The first thing I want to say up front is that I really wish I'd gotten my post in before Krystal's, because from what I've seen of her on DDN she's a total sweetheart and the LAST thing I want to do is sound like I'm having a go at her lifestyle, which in this context it might sound like I am in some parts of this post. I completely understand that every situation is different- my post is based on my own experiences and inexplicable feelings.

I actually have some very strong, very negative feelings on this topic, which from a logical standpoint I realise is completely crazy, considering that what other women do with their lives is absolutely none of my business. So thank you, YumYum, for starting this thread- it's given me a really great opportunity for me to consider why I have such a strong opinion!

My "issue" with the notion of childless women choosing to stay at home is two-fold.

Firstly, I look at this from the perspective of how I would feel if my hypothetical daughter told me she was going to stay home and keep house, despite being childless. I would be extremely worried. What would my daughter do if her husband left her, or if she wanted to leave her husband?
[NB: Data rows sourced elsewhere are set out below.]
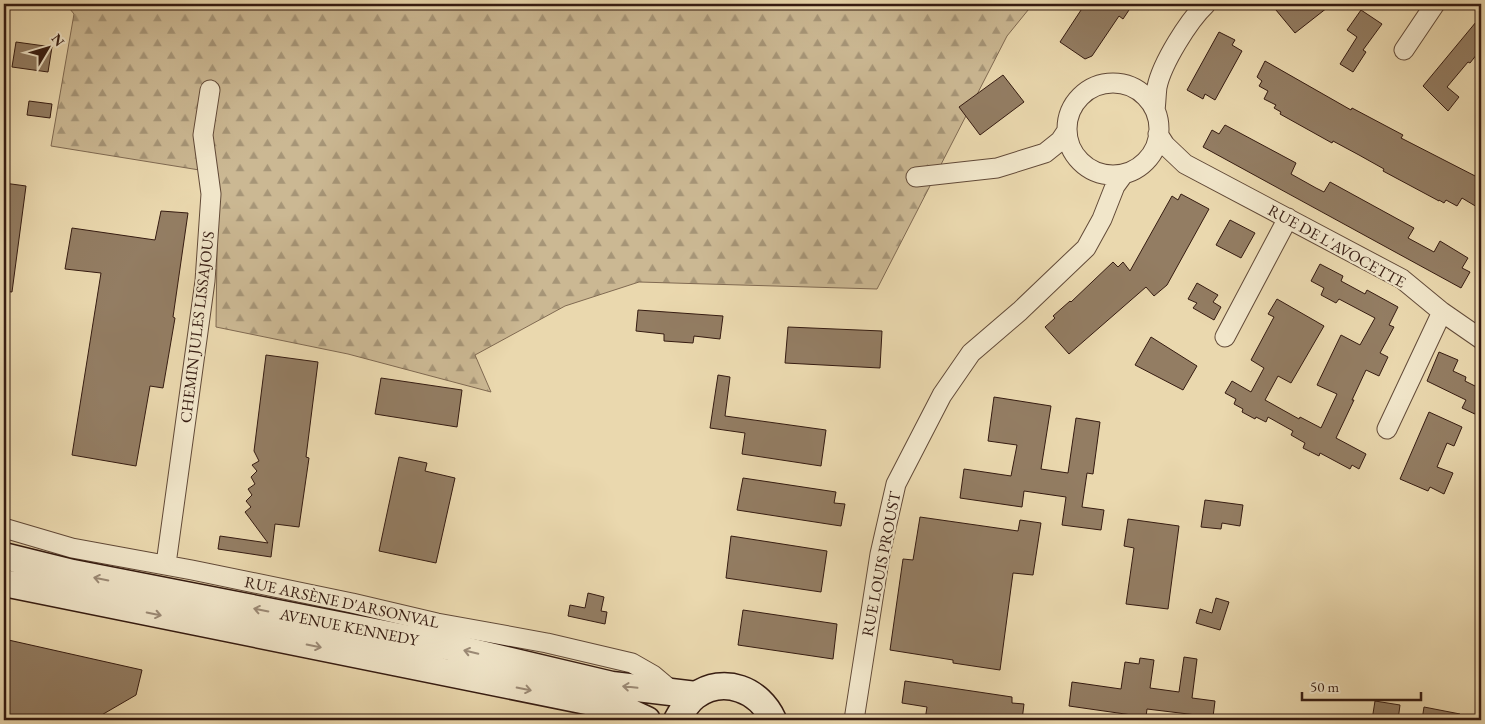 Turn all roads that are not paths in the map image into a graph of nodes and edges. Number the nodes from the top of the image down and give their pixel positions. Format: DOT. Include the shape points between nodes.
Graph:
graph roads {
  1 [pos="1206,4"];
  2 [pos="1435,4"];
  3 [pos="1404,50"];
  4 [pos="1167,60"];
  5 [pos="1122,84"];
  6 [pos="210,90"];
  7 [pos="1155,110"];
  8 [pos="1066,132"];
  9 [pos="1158,134"];
  10 [pos="1045,152"];
  11 [pos="1076,156"];
  12 [pos="1144,163"];
  13 [pos="1186,164"];
  14 [pos="1096,173"];
  15 [pos="1123,175"];
  16 [pos="916,176"];
  17 [pos="1104,212"];
  18 [pos="1288,218"];
  19 [pos="1442,312"];
  20 [pos="1225,337"];
  21 [pos="1481,340"];
  22 [pos="1387,429"];
  23 [pos="4,528"];
  24 [pos="4,556"];
  25 [pos="166,564"];
  26 [pos="4,583"];
  27 [pos="684,693"];
  28 [pos="647,720"];
  29 [pos="677,720"];
  30 [pos="773,720"];
  31 [pos="854,720"];
  1 -- 4 [label="street" via="1196,13"];
  2 -- 3 [label="street"];
  4 -- 5 [label="street" via="1148,78"];
  4 -- 7 [label="street" via="1158,86"];
  5 -- 7 [label="street" via="1137,89"];
  5 -- 8 [label="street" via="1104,83 1077,98 1069,112"];
  6 -- 25 [label="street, CHEMIN JULES LISSAJOUS" via="203,135 211,194 206,281"];
  7 -- 9 [label="street"];
  8 -- 10 [label="street"];
  8 -- 11 [label="street"];
  9 -- 12 [label="street" via="1154,151"];
  9 -- 13 [label="street"];
  10 -- 11 [label="street"];
  10 -- 16 [label="street" via="997,168"];
  11 -- 14 [label="street"];
  12 -- 13 [label="street" via="1156,159"];
  12 -- 15 [label="street"];
  13 -- 18 [label="street, RUE DE L'AVOCETTE"];
  14 -- 15 [label="street"];
  14 -- 17 [label="street"];
  15 -- 17 [label="street, RUE LOUIS PROUST" via="1114,186"];
  17 -- 31 [label="street, RUE LOUIS PROUST" via="1086,248 971,353 942,395 896,484 880,554"];
  18 -- 19 [label="street, RUE DE L'AVOCETTE" via="1402,279"];
  18 -- 20 [label="street"];
  19 -- 21 [label="street, RUE DE L'AVOCETTE"];
  19 -- 22 [label="street"];
  23 -- 25 [label="street, RUE ARSÈNE D'ARSONVAL" via="72,548"];
  27 -- 24 [label="main road, AVENUE KENNEDY, one-way" via="612,685 450,647 72,573"];
  25 -- 27 [label="street, RUE ARSÈNE D'ARSONVAL" via="632,663"];
  26 -- 28 [label="main road, AVENUE KENNEDY, one-way" via="621,708"];
  27 -- 29 [label="main road" via="684,707"];
  27 -- 30 [label="main road" via="727,686 743,689 757,697"];
} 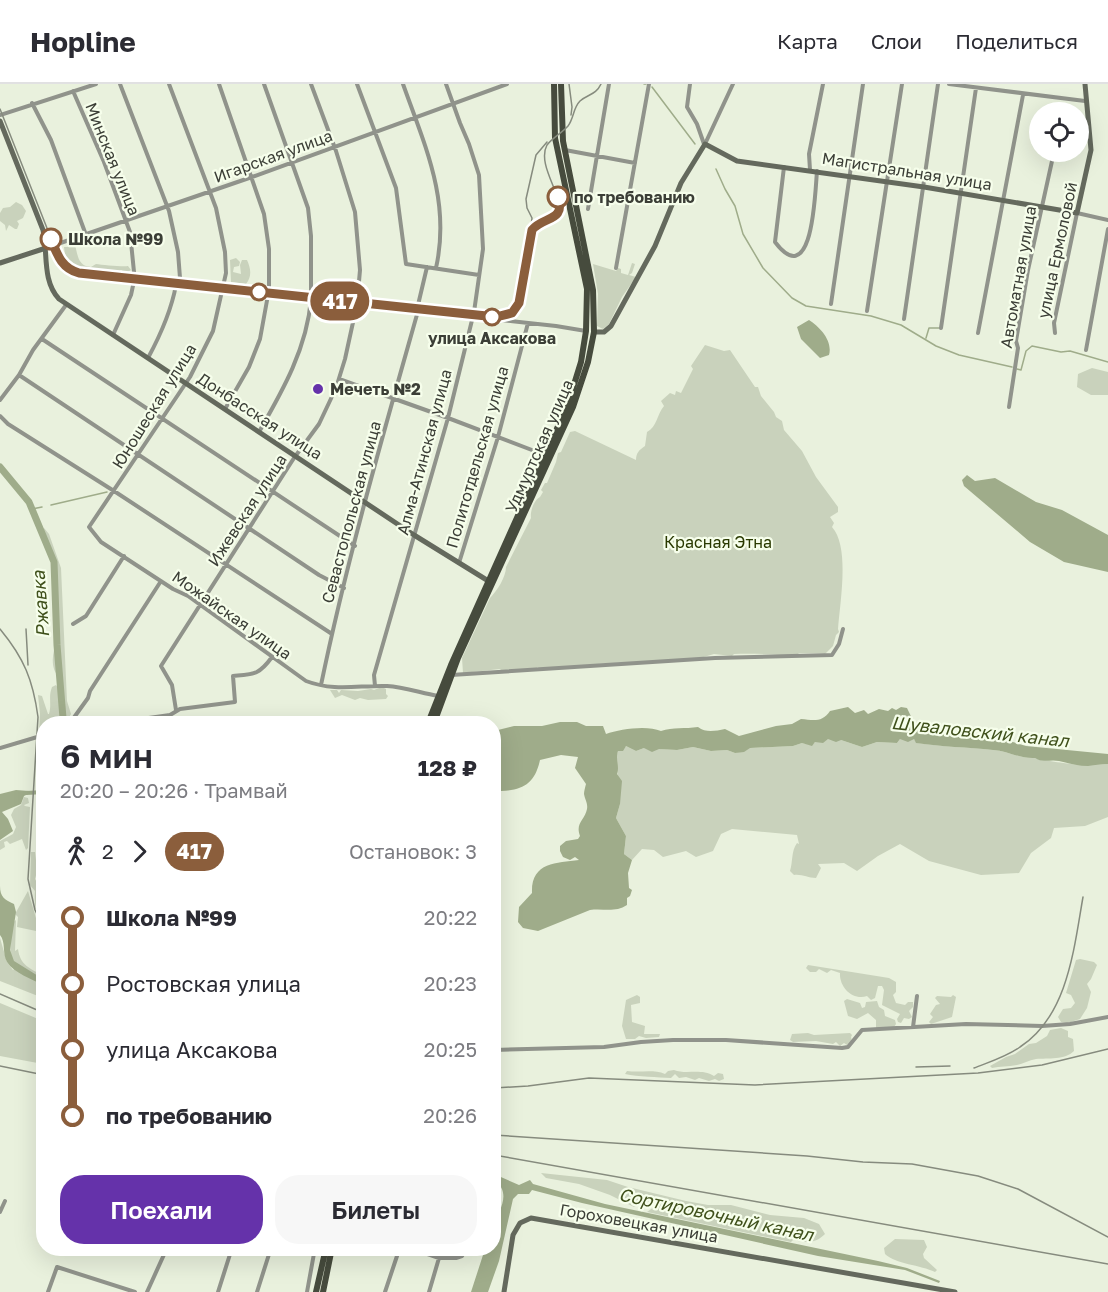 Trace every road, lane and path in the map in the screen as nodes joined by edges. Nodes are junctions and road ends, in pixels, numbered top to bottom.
1 (96, 84) edge
2 (120, 84) edge
3 (169, 84) edge
4 (219, 84) edge
5 (264, 84) edge
6 (311, 84) edge
7 (357, 84) edge
8 (403, 84) edge
9 (446, 84) edge
10 (507, 84) edge
11 (554, 84) edge
12 (561, 84) edge
13 (609, 84) edge
14 (649, 84) edge
15 (690, 84) edge
16 (733, 84) edge
17 (823, 84) edge
18 (863, 84) edge
19 (902, 84) edge
20 (938, 84) edge
21 (949, 84) edge
22 (1085, 84) edge
23 (976, 88) junction
24 (73, 91) junction
25 (1023, 95) junction
26 (1085, 101) junction
27 (32, 103) junction
28 (453, 104) junction
29 (0, 115) edge
30 (415, 117) junction
31 (0, 121) edge
32 (374, 132) junction
33 (705, 144) junction
34 (334, 146) junction
35 (564, 150) junction
36 (598, 155) junction
37 (635, 162) junction
38 (1052, 162) edge
39 (292, 163) junction
40 (784, 166) junction
41 (810, 170) junction
42 (817, 171) junction
43 (849, 176) junction
44 (252, 177) junction
45 (887, 182) junction
46 (924, 187) junction
47 (209, 192) junction
48 (961, 193) junction
49 (1004, 200) junction
50 (167, 207) junction
51 (1042, 207) junction
52 (588, 209) dead end
53 (1077, 213) junction
54 (1108, 220) edge
55 (125, 222) junction
56 (1108, 229) edge
57 (87, 235) junction
58 (46, 248) junction
59 (0, 263) edge
60 (427, 267) junction
61 (436, 268) junction
62 (616, 268) dead end
63 (134, 272) dead end
64 (479, 275) junction
65 (180, 278) dead end
66 (134, 281) dead end
67 (176, 285) dead end
68 (269, 288) dead end
69 (311, 292) dead end
70 (268, 295) dead end
71 (311, 299) dead end
72 (66, 304) junction
73 (831, 304) dead end
74 (418, 308) junction
75 (867, 311) dead end
76 (473, 316) junction
77 (904, 320) dead end
78 (528, 323) junction
79 (941, 328) dead end
80 (590, 332) junction
81 (978, 333) dead end
82 (1055, 333) dead end
83 (113, 335) junction
84 (42, 339) junction
85 (1086, 350) dead end
86 (148, 358) junction
87 (19, 375) junction
88 (339, 379) junction
89 (186, 384) junction
90 (393, 399) junction
91 (0, 400) edge
92 (1009, 406) dead end
93 (225, 409) junction
94 (0, 416) edge
95 (448, 418) junction
96 (162, 419) junction
97 (259, 432) junction
98 (498, 437) junction
99 (138, 455) junction
100 (296, 456) junction
101 (545, 456) junction
102 (114, 491) junction
103 (272, 493) junction
104 (366, 502) junction
105 (89, 527) joint
106 (249, 529) junction
107 (414, 535) junction
108 (355, 546) junction
109 (124, 556) junction
110 (458, 563) junction
111 (226, 565) junction
112 (161, 581) junction
113 (490, 582) junction
114 (344, 588) junction
115 (201, 606) junction
116 (73, 624) dead end
117 (843, 629) dead end
118 (332, 634) junction
119 (272, 657) junction
120 (451, 675) junction
121 (321, 686) junction
122 (375, 686) junction
123 (438, 696) junction
124 (176, 710) junction
125 (75, 716) edge
126 (163, 716) edge
127 (431, 716) edge
128 (436, 716) edge
129 (36, 737) edge
130 (0, 748) edge
131 (917, 996) dead end
132 (1108, 1017) edge
133 (913, 1027) junction
134 (501, 1050) edge
135 (4, 1201) dead end
136 (0, 1212) edge
137 (163, 1256) edge
138 (229, 1256) edge
139 (268, 1256) edge
140 (314, 1256) edge
141 (324, 1256) edge
142 (330, 1256) edge
143 (397, 1256) edge
144 (433, 1256) edge
145 (462, 1256) edge
146 (439, 1258) junction
147 (48, 1292) edge
148 (135, 1292) edge
149 (147, 1292) edge
150 (218, 1292) edge
151 (257, 1292) edge
152 (307, 1292) edge
153 (316, 1292) edge
154 (323, 1292) edge
155 (386, 1292) edge
156 (429, 1292) edge
157 (504, 1292) edge
158 (955, 1292) edge

1 - 24 street
2 - 50 street
3 - 47 street, Юношеская улица
4 - 44 street
5 - 39 street
6 - 34 street, Ижевская улица
7 - 32 street
8 - 30 street
9 - 28 street, Алма-Атинская улица
10 - 28 street, Игарская улица
11 - 80 main road, Удмуртская улица
12 - 35 main road, Удмуртская улица
13 - 36 street
14 - 37 street
15 - 33 street
16 - 33 street
17 - 41 street
18 - 43 street
19 - 45 street
20 - 46 street
21 - 23 street
22 - 26 street, улица Ермоловой
23 - 25 street
23 - 48 street
24 - 27 street
24 - 55 street, Минская улица
25 - 26 street
25 - 49 street
26 - 53 street, улица Ермоловой
27 - 29 street
27 - 57 street
28 - 30 street, Игарская улица
28 - 64 street, Алма-Атинская улица
30 - 32 street, Игарская улица
30 - 61 street
31 - 58 street, Донбасская улица
32 - 34 street, Игарская улица
32 - 60 street
33 - 40 street, Магистральная улица
33 - 80 street
34 - 39 street, Игарская улица
34 - 88 street, Ижевская улица
35 - 36 street
35 - 80 main road, Удмуртская улица
36 - 37 street
36 - 52 street
37 - 62 street
38 - 51 street, Автоматная улица
39 - 44 street, Игарская улица
39 - 69 street
40 - 41 street, Магистральная улица
40 - 42 street
41 - 42 street, Магистральная улица
42 - 43 street, Магистральная улица
43 - 45 street, Магистральная улица
43 - 73 street
44 - 47 street, Игарская улица
44 - 68 street
45 - 46 street, Магистральная улица
45 - 75 street
46 - 48 street, Магистральная улица
46 - 77 street
47 - 50 street, Игарская улица
47 - 89 street, Юношеская улица
48 - 49 street, Магистральная улица
48 - 79 street
49 - 51 street, Магистральная улица
49 - 81 street
50 - 55 street, Игарская улица
50 - 65 street
51 - 53 street, Магистральная улица
51 - 92 street, Автоматная улица
53 - 54 street, Магистральная улица
53 - 82 street, улица Ермоловой
55 - 57 street, Игарская улица
55 - 63 street, Минская улица
56 - 85 street
57 - 58 street, Игарская улица
58 - 59 street
58 - 72 street, Донбасская улица
60 - 61 street
60 - 74 street, Севастопольская улица
61 - 64 street
64 - 76 street, Алма-Атинская улица
66 - 83 street
67 - 86 street
70 - 93 street
71 - 97 street
72 - 83 street, Донбасская улица
72 - 84 street
74 - 76 street
74 - 90 street, Севастопольская улица
76 - 78 street
76 - 95 street, Алма-Атинская улица
78 - 80 street
78 - 98 street, Политотдельская улица
80 - 101 main road, Удмуртская улица
80 - 113 main road, Удмуртская улица
83 - 86 street, Донбасская улица
84 - 87 street
84 - 96 street
86 - 89 street, Донбасская улица
87 - 91 street
87 - 99 street
88 - 90 street
88 - 100 street, Ижевская улица
89 - 93 street, Донбасская улица
89 - 96 street, Юношеская улица
90 - 95 street
90 - 104 street, Севастопольская улица
93 - 97 street, Донбасская улица
94 - 102 street
95 - 98 street
95 - 107 street, Алма-Атинская улица
96 - 99 street, Юношеская улица
96 - 103 street
97 - 100 street, Донбасская улица
98 - 101 street
98 - 110 street, Политотдельская улица
99 - 102 street, Юношеская улица
99 - 106 street
100 - 103 street, Ижевская улица
100 - 104 street, Донбасская улица
101 - 113 main road, Удмуртская улица
102 - 105 street, Юношеская улица
102 - 111 street
103 - 106 street, Ижевская улица
103 - 108 street
104 - 107 street, Донбасская улица
104 - 108 street, Севастопольская улица
105 - 109 street, Можайская улица
106 - 111 street, Ижевская улица
106 - 114 street
107 - 110 street, Донбасская улица
107 - 122 street, Алма-Атинская улица
108 - 114 street, Севастопольская улица
109 - 112 street, Можайская улица
109 - 116 street
110 - 113 street, Донбасская улица
111 - 115 street, Ижевская улица
111 - 118 street
112 - 115 street, Можайская улица
112 - 125 street
113 - 120 main road, Удмуртская улица
113 - 123 main road, Удмуртская улица
114 - 118 street, Севастопольская улица
115 - 119 street, Можайская улица
115 - 124 street, Ижевская улица
117 - 120 street
118 - 121 street, Севастопольская улица
119 - 121 street, Можайская улица
119 - 124 street
120 - 128 main road, Удмуртская улица
121 - 122 street, Можайская улица
122 - 123 street, Можайская улица
123 - 127 main road, Удмуртская улица
124 - 126 street
129 - 130 street
131 - 133 street
132 - 133 street
133 - 134 street
135 - 136 street
137 - 149 street
138 - 150 street
139 - 151 street
140 - 152 street
141 - 153 main road
142 - 154 main road
143 - 155 street
144 - 146 street
145 - 146 street
146 - 156 street
147 - 148 street
157 - 158 street, Гороховецкая улица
What if her husband was suddenly unable to work?

If, for whatever reason, my hypothetical daughter had to re-enter the workforce, what on earth would she do? It's difficult enough for a woman who has taken time out of the workforce to raise children, but most workplaces (I hope!) would understand this. But a gaping whole in your CV because you were keeping house for your husband? MUCH less sympathetic. Bottom line, I feel like choosing not to work is hedging a significant bet that you'll never have to, and regardless of how optimistic you are about the future, this is a big gamble.

Secondly, I feel the reasoning that "my husband wants to provide for me" can be very problematic. I feel that, in some relationship dynamics, this can be code for "my husband wants me to be completely reliant on him". I'm certainly not saying this is always the case, but none the less, the idea of a man telling me he doesn't WANT me to work gives me the heebie jeebies.

Finally, I'm not ashamed to admit that there's a notion of "unfairness" to SAH wifedom- it seems unfair that I have to work AND do everything a SAH wife does just to survive, whilst other women get to sleep in, spend hours at the gym and see their friends every day. Sure they keep house, but heck, so do I! What do I have to do to hang out at home all day?!

I guess I'd compare it to the way I feel about people who get jobs because they know someone, rather than because they're the best at what they do- I have less respect for those who didn't earn what they have. I know this is probably unreasonable, and like Kekoa I'd NEVER bring it up unsolicited.

One big thing that grates on me is SAH wives who claim that they're just as busy as their working counterparts. I work from 8:30 until at least 5 (usually later), and often end up working from home after that. My daily commute is a 3 hour round trip. Yet I manage to do laundry, cook dinner, clean the house and pay the bills too, along with working out and seeing my friends. Keeping house for two people just isn't the same as working a full time job.

That said, I should admit that at least some of my distaste is probably jealousy-fueled. I would LOVE to have more than 50 minutes at a time free to spend at the gym, 4-5 times per week, but due to how hectic my job is of late, I'm lucky if I make it there once. I'm constantly anxious about the fact that my house isn't clean enough, my cooking isn't varied enough, I'm far less fit and thin than I'd like to be, I don't see many of my good friends nearly often enough... all this because my job keeps me out of the house for 11 hours a day MINIMUM, so when I say I don't have the time, I really, truly mean it. And I promise you, this is in NO way a humblebrag... it freakin' sucks.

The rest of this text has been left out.